わたり もとむね
| 地域 | 東北 |
|---|---|
| 所属勢力・属性 | 伊達一門(亘理氏当主) |
| 大名家 | 伊達氏 |
| 家紋 | 竹に雀 |
| 主武器 | 刀・槍 |
| 衣装・甲冑 | 甲冑 |
| 武将タイプ | 一門重臣 |
亘理元宗とは
亘理元宗は、戦国時代から安土桃山時代にかけて活躍した陸奥の武将で、伊達家の一門として主家を支えた重臣です。伊達稙宗の子として生まれ、名族・亘理氏を継いで、軍事と外交の両面で大きな働きを見せました。生まれは1543年とされます。父は伊達家中興の祖ともいわれる伊達稙宗で、元宗はその子の一人でした。のちに伊達家当主となる伊達晴宗は兄にあたり、元宗は主家ときわめて近い血筋に位置していました。元宗が家督を継いだ亘理氏は、陸奥南部に古くから根を張る名族でした。同母の兄が亘理氏の養子となっていましたが討死したため、元宗が代わってその跡を継ぎ、亘理の家名を背負うこととなりました。元宗が世に出たころ、伊達家では稙宗と晴宗の父子が争う天文の乱と呼ばれる大きな内乱が起きていました。長く続いたこの争いが収まったのち、元宗は亘理氏の家督を正式に受け継ぎ、当主としての歩みを始めます。
若いころには、兄・晴宗の命を受けて京へ上ったとも伝えられます。中央の情勢に触れる機会を得たことは、のちに外交の場で力を発揮する素地となりました。武と交渉の双方に通じた武将へと成長していきます。伊達家当主が晴宗から輝宗へ移ると、元宗は一門の重鎮としてその政務や軍事を支えました。家中の反乱の鎮圧に加わるなど、当主を助けて奔走し、伊達家中における確かな地位を築いていきました。元宗が特に力を見せたのが外交の分野です。隣国の最上氏との争いでは、和睦の仲介役を務めるなど、戦だけでなく交渉によって伊達家の勢力を安定させることに貢献しました。その手腕は高く買われていました。南の相馬氏との抗争でも、元宗はたびたび軍勢を率いて最前線に立ちました。伊達家の南の守りを固める重要な役割を担い、長年にわたって主家の領国を外敵から守り続けたのです。兄・晴宗の孫にあたる伊達政宗が家督を継ぐと、元宗は最も年長の一門の一人として、若き当主を支えました。
政宗が周辺の大名を次々と破って領土を広げていく戦いにも、老将として付き従いました。諸大名の連合軍と政宗が激突した人取橋の戦いにも、元宗は一門衆の一人として従軍したと伝えられます。数で劣る伊達方の苦しい戦いを、経験豊かな古参の武将として下支えしました。晩年には涌谷の地に移り、一定の所領を安堵されました。元宗の家は、のちに涌谷伊達家として仙台藩の有力な一門に数えられ、その家名は江戸時代を通じて長く続いていくことになります。元宗は1594年に生涯を閉じました。享年はおよそ65歳。稙宗の子として生まれ、亘理氏を継いで三代の当主を支え続けたその生涯は、伊達家の勢力拡大を陰で支えた一門重臣の姿を、よく物語っています。
親族・主従・ライバル ― 人物相関
亘理元宗の父は、伊達家中興の祖ともいわれる伊達稙宗でした。稙宗は多くの子をもうけ、周辺の家々へ送り込むことで伊達家の影響力を広げた人物です。元宗もまた、その一環として名族・亘理氏を継ぐことになり、父の勢力拡大の構想のなかに位置づけられていました。伊達家当主となった伊達晴宗は、元宗の兄にあたります。父・稙宗と兄・晴宗が争った天文の乱という長い内乱を経て、元宗は亘理氏の家督を受け継ぎました。
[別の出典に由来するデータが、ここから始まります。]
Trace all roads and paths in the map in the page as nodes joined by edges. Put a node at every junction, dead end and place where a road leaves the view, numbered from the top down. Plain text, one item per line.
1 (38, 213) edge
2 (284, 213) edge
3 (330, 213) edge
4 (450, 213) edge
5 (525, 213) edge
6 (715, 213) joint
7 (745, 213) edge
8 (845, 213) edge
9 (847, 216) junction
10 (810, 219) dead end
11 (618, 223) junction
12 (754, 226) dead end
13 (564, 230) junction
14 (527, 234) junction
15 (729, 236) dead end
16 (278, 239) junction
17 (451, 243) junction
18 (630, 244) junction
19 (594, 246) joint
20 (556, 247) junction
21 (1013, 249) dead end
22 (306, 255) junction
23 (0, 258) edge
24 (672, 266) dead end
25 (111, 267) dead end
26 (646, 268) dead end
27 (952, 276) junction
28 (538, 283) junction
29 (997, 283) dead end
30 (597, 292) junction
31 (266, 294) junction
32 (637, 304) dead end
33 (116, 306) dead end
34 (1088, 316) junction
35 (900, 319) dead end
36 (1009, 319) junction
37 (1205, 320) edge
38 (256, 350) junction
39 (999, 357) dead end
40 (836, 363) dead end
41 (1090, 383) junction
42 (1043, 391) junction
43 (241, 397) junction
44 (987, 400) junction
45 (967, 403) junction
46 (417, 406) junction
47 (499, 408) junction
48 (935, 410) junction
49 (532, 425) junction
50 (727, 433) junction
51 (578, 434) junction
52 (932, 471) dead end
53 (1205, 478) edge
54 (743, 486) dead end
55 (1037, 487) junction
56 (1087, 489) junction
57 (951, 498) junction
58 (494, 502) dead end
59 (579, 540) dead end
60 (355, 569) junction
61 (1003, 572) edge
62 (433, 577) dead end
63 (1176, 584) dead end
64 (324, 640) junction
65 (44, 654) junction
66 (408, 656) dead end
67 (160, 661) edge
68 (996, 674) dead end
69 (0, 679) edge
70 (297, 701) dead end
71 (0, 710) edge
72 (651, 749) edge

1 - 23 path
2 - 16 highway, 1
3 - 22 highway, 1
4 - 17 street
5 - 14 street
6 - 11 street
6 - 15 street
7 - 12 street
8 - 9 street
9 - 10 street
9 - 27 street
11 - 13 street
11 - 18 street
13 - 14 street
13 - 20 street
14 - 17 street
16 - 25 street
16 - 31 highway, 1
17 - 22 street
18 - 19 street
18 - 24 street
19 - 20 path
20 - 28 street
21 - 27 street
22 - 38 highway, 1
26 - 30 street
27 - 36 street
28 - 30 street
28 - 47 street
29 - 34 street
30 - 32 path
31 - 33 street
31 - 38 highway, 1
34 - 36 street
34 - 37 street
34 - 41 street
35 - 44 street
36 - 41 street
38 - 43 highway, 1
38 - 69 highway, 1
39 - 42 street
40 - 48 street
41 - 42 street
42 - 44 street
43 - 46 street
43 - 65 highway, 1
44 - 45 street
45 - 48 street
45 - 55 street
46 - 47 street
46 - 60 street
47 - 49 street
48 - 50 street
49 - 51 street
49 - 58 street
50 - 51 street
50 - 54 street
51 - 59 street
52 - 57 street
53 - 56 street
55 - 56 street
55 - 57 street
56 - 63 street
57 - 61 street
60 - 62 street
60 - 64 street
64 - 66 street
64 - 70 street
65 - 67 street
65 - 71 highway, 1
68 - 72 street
骨肉の争いのただなかに身を置きながら、彼は一門としての立場を固めていったのです。元宗が継いだ亘理氏は、陸奥南部に古くから根を張る名族でした。同母の兄が亘理氏の養子となっていましたが討死したため、元宗が代わってその跡を継ぐこととなります。こうして伊達の血を引く彼が、亘理の家名を背負うことになりました。兄・晴宗の子である伊達輝宗、さらにその子で大甥にあたる伊達政宗と、元宗は三代にわたって主家の当主を支え続けました。
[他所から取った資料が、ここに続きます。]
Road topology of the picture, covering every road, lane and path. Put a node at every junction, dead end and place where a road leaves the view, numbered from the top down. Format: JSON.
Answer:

最も年長の一門の一人として、若い当主たちを助け、伊達家の勢力拡大を陰から支える重石のような存在でした。元宗の家系は、のちに涌谷伊達家として仙台藩の有力な一門に数えられました。彼が晩年に移った涌谷の地を拠点に、その家名は江戸時代を通じて長く受け継がれていきます。一門としての元宗の働きは、家の繁栄という形で後世に実を結んだのです。
逸話・エピソード
元宗は戦だけの武将ではなく、交渉の場でも力を発揮したと伝わります。隣国の最上氏との争いにおいては、和睦の仲介役を務めるなど、武力と外交の双方を巧みに使い分け、伊達家の勢力を安定させることに貢献しました。若いころには、兄・晴宗の命を受けて京へ上ったとも伝わります。遠く中央の情勢に触れた経験は、のちに外交の場で発揮される見識の素地となったのかもしれません。地方の武将としては貴重な見聞を得ていたのです。
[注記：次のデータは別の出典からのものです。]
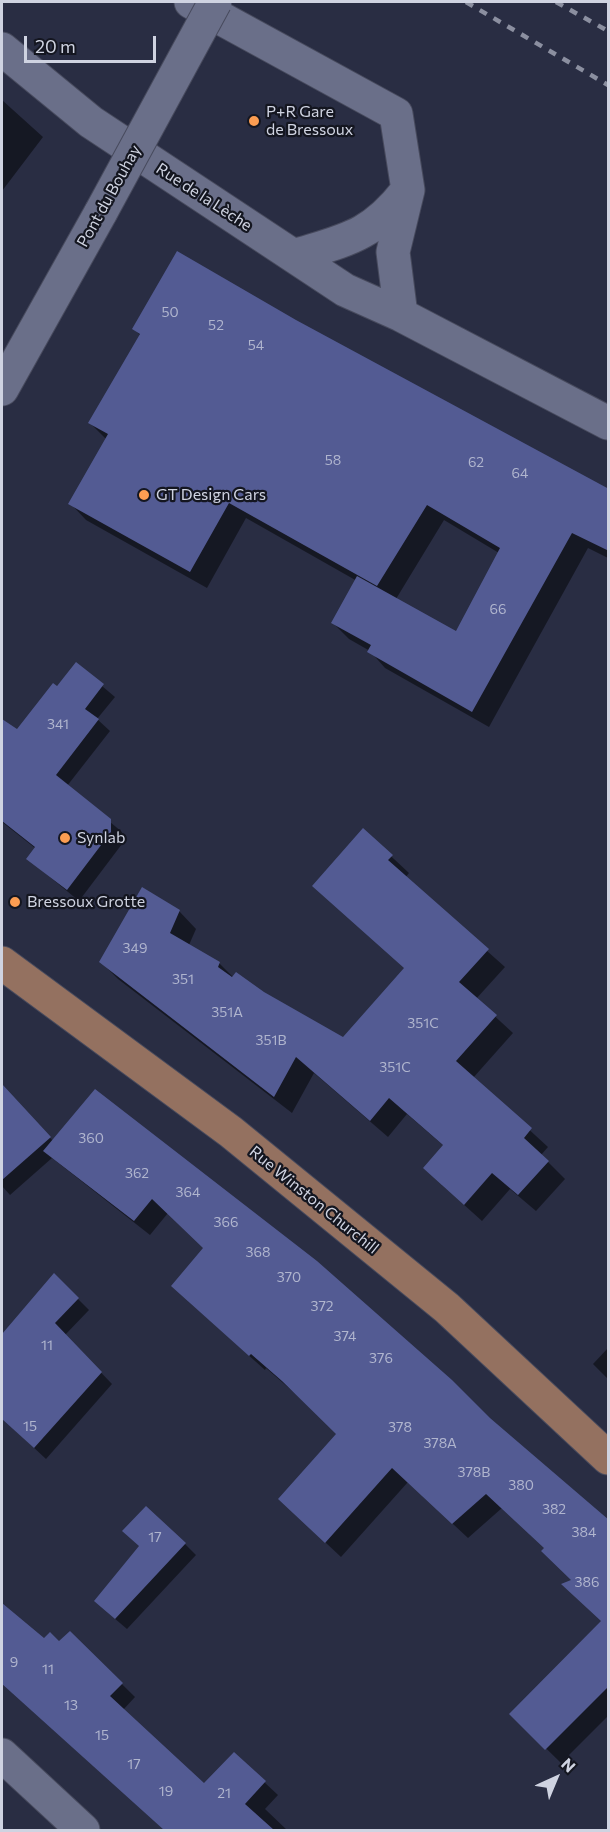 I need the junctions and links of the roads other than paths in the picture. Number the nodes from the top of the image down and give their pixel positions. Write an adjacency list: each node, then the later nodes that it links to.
1 (191, 2): 4 (street)
2 (215, 2): 7 (street, Pont du Bouhay, bridge)
3 (2, 49): 5 (street, Rue de la Lèche)
4 (408, 190): 5 (street); 6 (street)
5 (294, 256): 6 (street, Rue de la Lèche)
6 (401, 315): 8 (street, Rue de la Lèche)
7 (2, 389)
8 (609, 423)
9 (2, 963): 10 (main road, Rue Winston Churchill)
10 (609, 1458)
11 (2, 1755): 12 (street)
12 (83, 1830)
大甥にあたる政宗が諸大名の連合軍と激突した人取橋の戦いにも、元宗は一門衆の一人として従軍したと伝わります。数で劣る伊達方の苦しい戦いを、経験豊かな古参の武将として下支えし、若き当主の危機を支えました。南の相馬氏との長きにわたる抗争でも、元宗はたびたび軍勢を率いて最前線に立ちました。伊達家の南の守りを固めるその姿は、一門の重鎮として主家の領国を守り抜こうとする、老練な武将の責任感をよく表しています。